Using modern statistical measurement error methodologies and analysis, this project aims to efficiently and accurately discover and characterize predictive models of responses associated with abnormal growth development in young children and adults.

Project Leader(s): 

Postdoctoral fellow: Dr. Taraneh Abarin, Public Health Sciences, University of Toronto

Lead faculty member: Dr. Laurent Briollais, Public Health Sciences, University of Toronto

Using modern statistical measurement error methodologies and analysis, we aim to efficiently and accurately discover and characterize predictive models of responses associated with abnormal growth development in young children and adults. This proposal is unique in scope and vision by addressing health issues that threaten the sustainability of the health care system.

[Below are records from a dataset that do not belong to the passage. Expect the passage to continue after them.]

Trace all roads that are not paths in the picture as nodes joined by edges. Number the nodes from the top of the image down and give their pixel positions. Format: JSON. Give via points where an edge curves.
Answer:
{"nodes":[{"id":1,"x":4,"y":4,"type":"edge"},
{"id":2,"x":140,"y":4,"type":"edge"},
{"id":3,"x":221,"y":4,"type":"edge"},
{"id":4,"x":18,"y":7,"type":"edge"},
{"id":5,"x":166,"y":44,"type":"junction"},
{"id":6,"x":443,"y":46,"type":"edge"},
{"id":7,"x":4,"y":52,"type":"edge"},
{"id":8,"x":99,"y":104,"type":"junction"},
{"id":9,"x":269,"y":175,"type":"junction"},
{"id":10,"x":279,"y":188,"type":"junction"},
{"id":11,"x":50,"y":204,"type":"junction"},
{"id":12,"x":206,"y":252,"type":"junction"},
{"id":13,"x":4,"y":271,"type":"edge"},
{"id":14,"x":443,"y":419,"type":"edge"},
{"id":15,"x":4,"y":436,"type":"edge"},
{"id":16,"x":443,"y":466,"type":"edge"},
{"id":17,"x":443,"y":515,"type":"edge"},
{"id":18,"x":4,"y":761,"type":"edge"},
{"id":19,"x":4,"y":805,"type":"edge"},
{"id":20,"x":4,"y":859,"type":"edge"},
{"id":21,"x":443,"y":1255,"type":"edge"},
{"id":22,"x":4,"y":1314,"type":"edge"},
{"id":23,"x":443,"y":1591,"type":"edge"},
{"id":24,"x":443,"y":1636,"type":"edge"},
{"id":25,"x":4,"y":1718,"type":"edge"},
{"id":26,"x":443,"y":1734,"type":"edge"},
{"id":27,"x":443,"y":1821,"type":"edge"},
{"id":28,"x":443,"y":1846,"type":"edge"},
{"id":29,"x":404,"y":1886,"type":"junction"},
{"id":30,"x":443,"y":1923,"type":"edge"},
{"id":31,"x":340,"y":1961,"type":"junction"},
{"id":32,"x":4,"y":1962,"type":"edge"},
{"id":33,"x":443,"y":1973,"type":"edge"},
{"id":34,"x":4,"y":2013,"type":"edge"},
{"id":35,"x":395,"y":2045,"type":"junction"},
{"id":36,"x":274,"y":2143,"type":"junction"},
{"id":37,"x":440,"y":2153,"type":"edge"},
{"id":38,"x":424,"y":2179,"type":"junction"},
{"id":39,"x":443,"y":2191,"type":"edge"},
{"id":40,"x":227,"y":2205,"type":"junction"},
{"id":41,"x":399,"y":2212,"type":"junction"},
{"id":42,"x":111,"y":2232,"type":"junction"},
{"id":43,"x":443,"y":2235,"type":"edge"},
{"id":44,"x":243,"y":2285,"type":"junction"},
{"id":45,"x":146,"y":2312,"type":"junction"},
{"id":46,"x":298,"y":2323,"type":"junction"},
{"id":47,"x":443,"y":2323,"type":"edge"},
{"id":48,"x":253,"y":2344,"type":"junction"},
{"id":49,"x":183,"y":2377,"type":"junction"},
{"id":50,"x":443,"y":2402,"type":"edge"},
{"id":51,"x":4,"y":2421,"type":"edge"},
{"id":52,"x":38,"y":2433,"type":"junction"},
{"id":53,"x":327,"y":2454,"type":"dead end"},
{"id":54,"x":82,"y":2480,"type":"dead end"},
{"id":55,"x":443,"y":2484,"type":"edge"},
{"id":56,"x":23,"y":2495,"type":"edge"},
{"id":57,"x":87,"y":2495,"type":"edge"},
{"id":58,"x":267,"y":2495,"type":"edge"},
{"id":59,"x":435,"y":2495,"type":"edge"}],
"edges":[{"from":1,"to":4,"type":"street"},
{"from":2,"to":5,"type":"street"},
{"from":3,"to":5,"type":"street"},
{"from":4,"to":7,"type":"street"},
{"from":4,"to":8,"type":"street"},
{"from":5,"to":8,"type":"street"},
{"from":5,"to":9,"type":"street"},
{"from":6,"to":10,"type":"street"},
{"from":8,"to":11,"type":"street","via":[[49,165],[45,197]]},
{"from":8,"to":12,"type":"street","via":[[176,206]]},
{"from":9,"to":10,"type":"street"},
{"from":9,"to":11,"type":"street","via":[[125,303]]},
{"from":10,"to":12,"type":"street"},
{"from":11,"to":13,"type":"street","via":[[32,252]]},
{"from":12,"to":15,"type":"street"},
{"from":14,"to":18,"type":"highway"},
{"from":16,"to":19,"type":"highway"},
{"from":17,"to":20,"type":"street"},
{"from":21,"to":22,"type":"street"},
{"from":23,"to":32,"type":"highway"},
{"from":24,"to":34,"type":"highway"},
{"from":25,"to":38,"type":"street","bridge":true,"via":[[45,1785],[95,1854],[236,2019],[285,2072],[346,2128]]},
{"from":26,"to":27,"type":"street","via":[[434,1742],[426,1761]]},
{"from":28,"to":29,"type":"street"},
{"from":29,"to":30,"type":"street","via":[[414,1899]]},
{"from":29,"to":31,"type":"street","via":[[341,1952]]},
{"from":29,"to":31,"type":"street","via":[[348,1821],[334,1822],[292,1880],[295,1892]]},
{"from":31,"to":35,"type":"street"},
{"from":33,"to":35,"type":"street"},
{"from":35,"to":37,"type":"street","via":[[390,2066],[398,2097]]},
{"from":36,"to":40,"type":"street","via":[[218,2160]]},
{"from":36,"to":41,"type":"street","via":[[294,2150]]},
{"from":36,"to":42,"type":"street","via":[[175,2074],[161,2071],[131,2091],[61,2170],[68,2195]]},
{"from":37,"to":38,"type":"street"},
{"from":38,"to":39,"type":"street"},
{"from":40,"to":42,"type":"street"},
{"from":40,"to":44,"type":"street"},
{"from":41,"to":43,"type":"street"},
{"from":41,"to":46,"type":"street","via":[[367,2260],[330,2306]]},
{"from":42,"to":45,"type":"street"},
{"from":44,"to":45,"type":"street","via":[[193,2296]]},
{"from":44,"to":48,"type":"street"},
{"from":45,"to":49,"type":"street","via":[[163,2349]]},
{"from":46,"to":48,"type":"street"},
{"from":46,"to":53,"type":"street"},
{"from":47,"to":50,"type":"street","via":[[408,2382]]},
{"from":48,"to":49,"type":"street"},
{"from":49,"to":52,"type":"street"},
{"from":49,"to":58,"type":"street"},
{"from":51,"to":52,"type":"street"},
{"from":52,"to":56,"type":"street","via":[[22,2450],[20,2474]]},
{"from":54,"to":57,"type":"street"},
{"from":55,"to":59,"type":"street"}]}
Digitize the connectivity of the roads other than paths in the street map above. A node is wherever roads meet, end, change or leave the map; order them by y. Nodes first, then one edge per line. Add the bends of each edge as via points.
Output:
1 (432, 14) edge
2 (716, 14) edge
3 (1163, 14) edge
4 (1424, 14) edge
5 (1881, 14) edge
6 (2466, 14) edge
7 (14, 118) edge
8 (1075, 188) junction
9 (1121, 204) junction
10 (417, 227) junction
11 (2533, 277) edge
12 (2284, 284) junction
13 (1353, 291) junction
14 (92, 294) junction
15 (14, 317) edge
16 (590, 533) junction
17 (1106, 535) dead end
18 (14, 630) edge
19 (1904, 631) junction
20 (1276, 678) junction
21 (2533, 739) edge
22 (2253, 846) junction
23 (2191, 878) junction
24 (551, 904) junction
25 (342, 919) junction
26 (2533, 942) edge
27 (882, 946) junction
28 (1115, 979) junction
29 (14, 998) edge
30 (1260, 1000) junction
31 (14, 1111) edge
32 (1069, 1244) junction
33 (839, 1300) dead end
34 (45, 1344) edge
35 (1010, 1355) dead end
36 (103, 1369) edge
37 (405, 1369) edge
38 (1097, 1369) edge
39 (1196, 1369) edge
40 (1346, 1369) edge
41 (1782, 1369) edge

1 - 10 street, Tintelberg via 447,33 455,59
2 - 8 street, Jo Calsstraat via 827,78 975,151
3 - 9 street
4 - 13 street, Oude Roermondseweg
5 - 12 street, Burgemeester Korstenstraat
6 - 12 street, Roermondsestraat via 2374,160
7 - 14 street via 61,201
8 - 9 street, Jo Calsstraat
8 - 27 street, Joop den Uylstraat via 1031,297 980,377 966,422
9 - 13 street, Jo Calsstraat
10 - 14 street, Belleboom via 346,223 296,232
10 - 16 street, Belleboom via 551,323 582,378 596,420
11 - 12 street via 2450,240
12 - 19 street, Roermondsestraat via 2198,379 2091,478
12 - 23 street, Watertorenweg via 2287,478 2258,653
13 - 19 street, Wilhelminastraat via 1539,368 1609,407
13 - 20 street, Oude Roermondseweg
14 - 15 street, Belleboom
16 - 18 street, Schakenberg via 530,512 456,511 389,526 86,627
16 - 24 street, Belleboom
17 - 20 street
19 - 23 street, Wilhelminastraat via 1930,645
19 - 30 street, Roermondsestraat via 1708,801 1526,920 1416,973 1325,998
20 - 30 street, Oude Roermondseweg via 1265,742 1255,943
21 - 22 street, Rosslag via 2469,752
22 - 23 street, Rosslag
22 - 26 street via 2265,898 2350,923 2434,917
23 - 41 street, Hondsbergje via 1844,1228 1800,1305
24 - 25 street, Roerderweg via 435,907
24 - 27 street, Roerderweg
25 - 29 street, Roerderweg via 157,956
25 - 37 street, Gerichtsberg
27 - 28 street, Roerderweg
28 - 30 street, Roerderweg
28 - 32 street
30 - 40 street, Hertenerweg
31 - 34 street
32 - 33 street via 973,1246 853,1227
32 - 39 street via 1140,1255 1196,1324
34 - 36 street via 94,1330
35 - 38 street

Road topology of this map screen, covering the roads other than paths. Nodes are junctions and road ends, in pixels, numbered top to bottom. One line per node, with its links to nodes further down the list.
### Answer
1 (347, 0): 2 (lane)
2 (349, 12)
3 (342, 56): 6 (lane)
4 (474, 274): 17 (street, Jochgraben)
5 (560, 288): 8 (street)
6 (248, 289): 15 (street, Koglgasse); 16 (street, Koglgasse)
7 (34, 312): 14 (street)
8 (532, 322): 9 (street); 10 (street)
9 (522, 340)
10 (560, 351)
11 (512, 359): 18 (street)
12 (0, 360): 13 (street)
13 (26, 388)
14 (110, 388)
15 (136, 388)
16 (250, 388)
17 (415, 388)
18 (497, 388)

It integrates the state-of-the-art statistical methodologies into novel analytic capability, incorporates the investigations of a world-leading team of reproductive scientists, provides Ontario researchers, through an international collaboration, access to a unique 21 year pregnancy cohort study (RAINE cohort), and focuses analysis of this Cohort on outcomes that can be directly applied to improve the health of young children and adults. It also offers through partnership with potential industry partners some opportunities to implement new screening and diagnostic capabilities into future pregnancy and child cohorts in Ontario, and thus positively impacts the health and well being of women and their children.